**TASK MATERIAL:**
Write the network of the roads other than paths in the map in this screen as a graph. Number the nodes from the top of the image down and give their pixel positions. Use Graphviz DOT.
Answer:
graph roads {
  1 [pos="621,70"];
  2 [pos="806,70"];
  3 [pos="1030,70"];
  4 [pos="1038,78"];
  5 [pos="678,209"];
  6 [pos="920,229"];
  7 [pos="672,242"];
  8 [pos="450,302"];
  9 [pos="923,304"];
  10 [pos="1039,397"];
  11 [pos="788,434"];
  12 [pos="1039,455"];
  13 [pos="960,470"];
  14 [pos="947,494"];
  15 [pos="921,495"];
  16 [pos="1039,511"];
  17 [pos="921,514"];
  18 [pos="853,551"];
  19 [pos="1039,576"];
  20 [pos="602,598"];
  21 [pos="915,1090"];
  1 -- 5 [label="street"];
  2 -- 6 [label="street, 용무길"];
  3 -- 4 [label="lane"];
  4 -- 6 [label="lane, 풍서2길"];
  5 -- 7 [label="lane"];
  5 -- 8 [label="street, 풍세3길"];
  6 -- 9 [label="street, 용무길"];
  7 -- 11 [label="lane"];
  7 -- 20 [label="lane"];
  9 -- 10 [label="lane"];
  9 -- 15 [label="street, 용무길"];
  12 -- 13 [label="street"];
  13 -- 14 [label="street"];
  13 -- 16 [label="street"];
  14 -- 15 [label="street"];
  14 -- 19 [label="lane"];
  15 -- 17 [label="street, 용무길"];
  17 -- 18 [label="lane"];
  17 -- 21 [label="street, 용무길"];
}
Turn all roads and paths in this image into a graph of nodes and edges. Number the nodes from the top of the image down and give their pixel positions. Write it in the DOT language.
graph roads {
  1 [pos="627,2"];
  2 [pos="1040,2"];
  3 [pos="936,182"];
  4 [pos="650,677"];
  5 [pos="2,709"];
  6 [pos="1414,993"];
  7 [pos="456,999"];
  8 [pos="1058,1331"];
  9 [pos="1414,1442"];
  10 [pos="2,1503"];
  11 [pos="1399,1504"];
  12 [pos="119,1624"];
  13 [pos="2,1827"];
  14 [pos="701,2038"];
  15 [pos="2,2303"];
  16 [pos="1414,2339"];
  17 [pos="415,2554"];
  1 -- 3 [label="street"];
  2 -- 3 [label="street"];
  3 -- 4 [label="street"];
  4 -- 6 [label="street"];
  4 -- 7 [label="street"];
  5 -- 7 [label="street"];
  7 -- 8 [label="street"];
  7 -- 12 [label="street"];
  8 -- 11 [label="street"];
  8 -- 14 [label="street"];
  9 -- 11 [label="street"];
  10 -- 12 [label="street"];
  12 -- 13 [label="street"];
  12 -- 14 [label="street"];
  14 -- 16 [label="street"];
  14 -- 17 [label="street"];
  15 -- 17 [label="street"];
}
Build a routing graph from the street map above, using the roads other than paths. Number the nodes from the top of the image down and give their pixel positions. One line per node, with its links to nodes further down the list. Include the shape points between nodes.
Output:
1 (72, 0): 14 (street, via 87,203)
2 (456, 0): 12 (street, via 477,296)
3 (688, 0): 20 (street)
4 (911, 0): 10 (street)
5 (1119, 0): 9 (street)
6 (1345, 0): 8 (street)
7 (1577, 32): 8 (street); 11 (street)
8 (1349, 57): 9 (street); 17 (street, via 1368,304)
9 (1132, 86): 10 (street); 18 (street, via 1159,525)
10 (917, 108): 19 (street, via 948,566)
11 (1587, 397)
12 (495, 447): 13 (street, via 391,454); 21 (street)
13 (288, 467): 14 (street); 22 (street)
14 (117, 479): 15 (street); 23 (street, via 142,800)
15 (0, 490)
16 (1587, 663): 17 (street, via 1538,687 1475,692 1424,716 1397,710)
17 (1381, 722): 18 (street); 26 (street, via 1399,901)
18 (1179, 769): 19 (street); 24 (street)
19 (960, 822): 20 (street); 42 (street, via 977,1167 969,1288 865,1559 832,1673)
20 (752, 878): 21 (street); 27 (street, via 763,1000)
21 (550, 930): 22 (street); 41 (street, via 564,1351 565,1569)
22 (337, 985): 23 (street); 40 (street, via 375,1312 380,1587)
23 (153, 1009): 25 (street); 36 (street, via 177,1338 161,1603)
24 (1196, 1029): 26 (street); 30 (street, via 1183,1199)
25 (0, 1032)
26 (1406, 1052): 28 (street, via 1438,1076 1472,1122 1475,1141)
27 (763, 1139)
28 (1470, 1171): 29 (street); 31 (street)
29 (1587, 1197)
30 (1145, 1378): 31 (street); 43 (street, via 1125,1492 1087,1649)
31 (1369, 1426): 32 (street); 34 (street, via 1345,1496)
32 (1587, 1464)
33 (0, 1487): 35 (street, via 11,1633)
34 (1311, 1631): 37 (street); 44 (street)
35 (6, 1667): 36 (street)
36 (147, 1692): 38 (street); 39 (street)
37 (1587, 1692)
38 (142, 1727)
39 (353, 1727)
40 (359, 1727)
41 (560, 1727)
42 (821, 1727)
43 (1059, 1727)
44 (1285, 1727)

**TASK GOAL:**
Return the records exactly, every line included.

**TASK RESPONSE:**
Write the network of the roads other than paths in the map in this screen as a graph. Number the nodes from the top of the image down and give their pixel positions. Use Graphviz DOT.
Answer:
graph roads {
  1 [pos="621,70"];
  2 [pos="806,70"];
  3 [pos="1030,70"];
  4 [pos="1038,78"];
  5 [pos="678,209"];
  6 [pos="920,229"];
  7 [pos="672,242"];
  8 [pos="450,302"];
  9 [pos="923,304"];
  10 [pos="1039,397"];
  11 [pos="788,434"];
  12 [pos="1039,455"];
  13 [pos="960,470"];
  14 [pos="947,494"];
  15 [pos="921,495"];
  16 [pos="1039,511"];
  17 [pos="921,514"];
  18 [pos="853,551"];
  19 [pos="1039,576"];
  20 [pos="602,598"];
  21 [pos="915,1090"];
  1 -- 5 [label="street"];
  2 -- 6 [label="street, 용무길"];
  3 -- 4 [label="lane"];
  4 -- 6 [label="lane, 풍서2길"];
  5 -- 7 [label="lane"];
  5 -- 8 [label="street, 풍세3길"];
  6 -- 9 [label="street, 용무길"];
  7 -- 11 [label="lane"];
  7 -- 20 [label="lane"];
  9 -- 10 [label="lane"];
  9 -- 15 [label="street, 용무길"];
  12 -- 13 [label="street"];
  13 -- 14 [label="street"];
  13 -- 16 [label="street"];
  14 -- 15 [label="street"];
  14 -- 19 [label="lane"];
  15 -- 17 [label="street, 용무길"];
  17 -- 18 [label="lane"];
  17 -- 21 [label="street, 용무길"];
}
Turn all roads and paths in this image into a graph of nodes and edges. Number the nodes from the top of the image down and give their pixel positions. Write it in the DOT language.
graph roads {
  1 [pos="627,2"];
  2 [pos="1040,2"];
  3 [pos="936,182"];
  4 [pos="650,677"];
  5 [pos="2,709"];
  6 [pos="1414,993"];
  7 [pos="456,999"];
  8 [pos="1058,1331"];
  9 [pos="1414,1442"];
  10 [pos="2,1503"];
  11 [pos="1399,1504"];
  12 [pos="119,1624"];
  13 [pos="2,1827"];
  14 [pos="701,2038"];
  15 [pos="2,2303"];
  16 [pos="1414,2339"];
  17 [pos="415,2554"];
  1 -- 3 [label="street"];
  2 -- 3 [label="street"];
  3 -- 4 [label="street"];
  4 -- 6 [label="street"];
  4 -- 7 [label="street"];
  5 -- 7 [label="street"];
  7 -- 8 [label="street"];
  7 -- 12 [label="street"];
  8 -- 11 [label="street"];
  8 -- 14 [label="street"];
  9 -- 11 [label="street"];
  10 -- 12 [label="street"];
  12 -- 13 [label="street"];
  12 -- 14 [label="street"];
  14 -- 16 [label="street"];
  14 -- 17 [label="street"];
  15 -- 17 [label="street"];
}
Build a routing graph from the street map above, using the roads other than paths. Number the nodes from the top of the image down and give their pixel positions. One line per node, with its links to nodes further down the list. Include the shape points between nodes.
Output:
1 (72, 0): 14 (street, via 87,203)
2 (456, 0): 12 (street, via 477,296)
3 (688, 0): 20 (street)
4 (911, 0): 10 (street)
5 (1119, 0): 9 (street)
6 (1345, 0): 8 (street)
7 (1577, 32): 8 (street); 11 (street)
8 (1349, 57): 9 (street); 17 (street, via 1368,304)
9 (1132, 86): 10 (street); 18 (street, via 1159,525)
10 (917, 108): 19 (street, via 948,566)
11 (1587, 397)
12 (495, 447): 13 (street, via 391,454); 21 (street)
13 (288, 467): 14 (street); 22 (street)
14 (117, 479): 15 (street); 23 (street, via 142,800)
15 (0, 490)
16 (1587, 663): 17 (street, via 1538,687 1475,692 1424,716 1397,710)
17 (1381, 722): 18 (street); 26 (street, via 1399,901)
18 (1179, 769): 19 (street); 24 (street)
19 (960, 822): 20 (street); 42 (street, via 977,1167 969,1288 865,1559 832,1673)
20 (752, 878): 21 (street); 27 (street, via 763,1000)
21 (550, 930): 22 (street); 41 (street, via 564,1351 565,1569)
22 (337, 985): 23 (street); 40 (street, via 375,1312 380,1587)
23 (153, 1009): 25 (street); 36 (street, via 177,1338 161,1603)
24 (1196, 1029): 26 (street); 30 (street, via 1183,1199)
25 (0, 1032)
26 (1406, 1052): 28 (street, via 1438,1076 1472,1122 1475,1141)
27 (763, 1139)
28 (1470, 1171): 29 (street); 31 (street)
29 (1587, 1197)
30 (1145, 1378): 31 (street); 43 (street, via 1125,1492 1087,1649)
31 (1369, 1426): 32 (street); 34 (street, via 1345,1496)
32 (1587, 1464)
33 (0, 1487): 35 (street, via 11,1633)
34 (1311, 1631): 37 (street); 44 (street)
35 (6, 1667): 36 (street)
36 (147, 1692): 38 (street); 39 (street)
37 (1587, 1692)
38 (142, 1727)
39 (353, 1727)
40 (359, 1727)
41 (560, 1727)
42 (821, 1727)
43 (1059, 1727)
44 (1285, 1727)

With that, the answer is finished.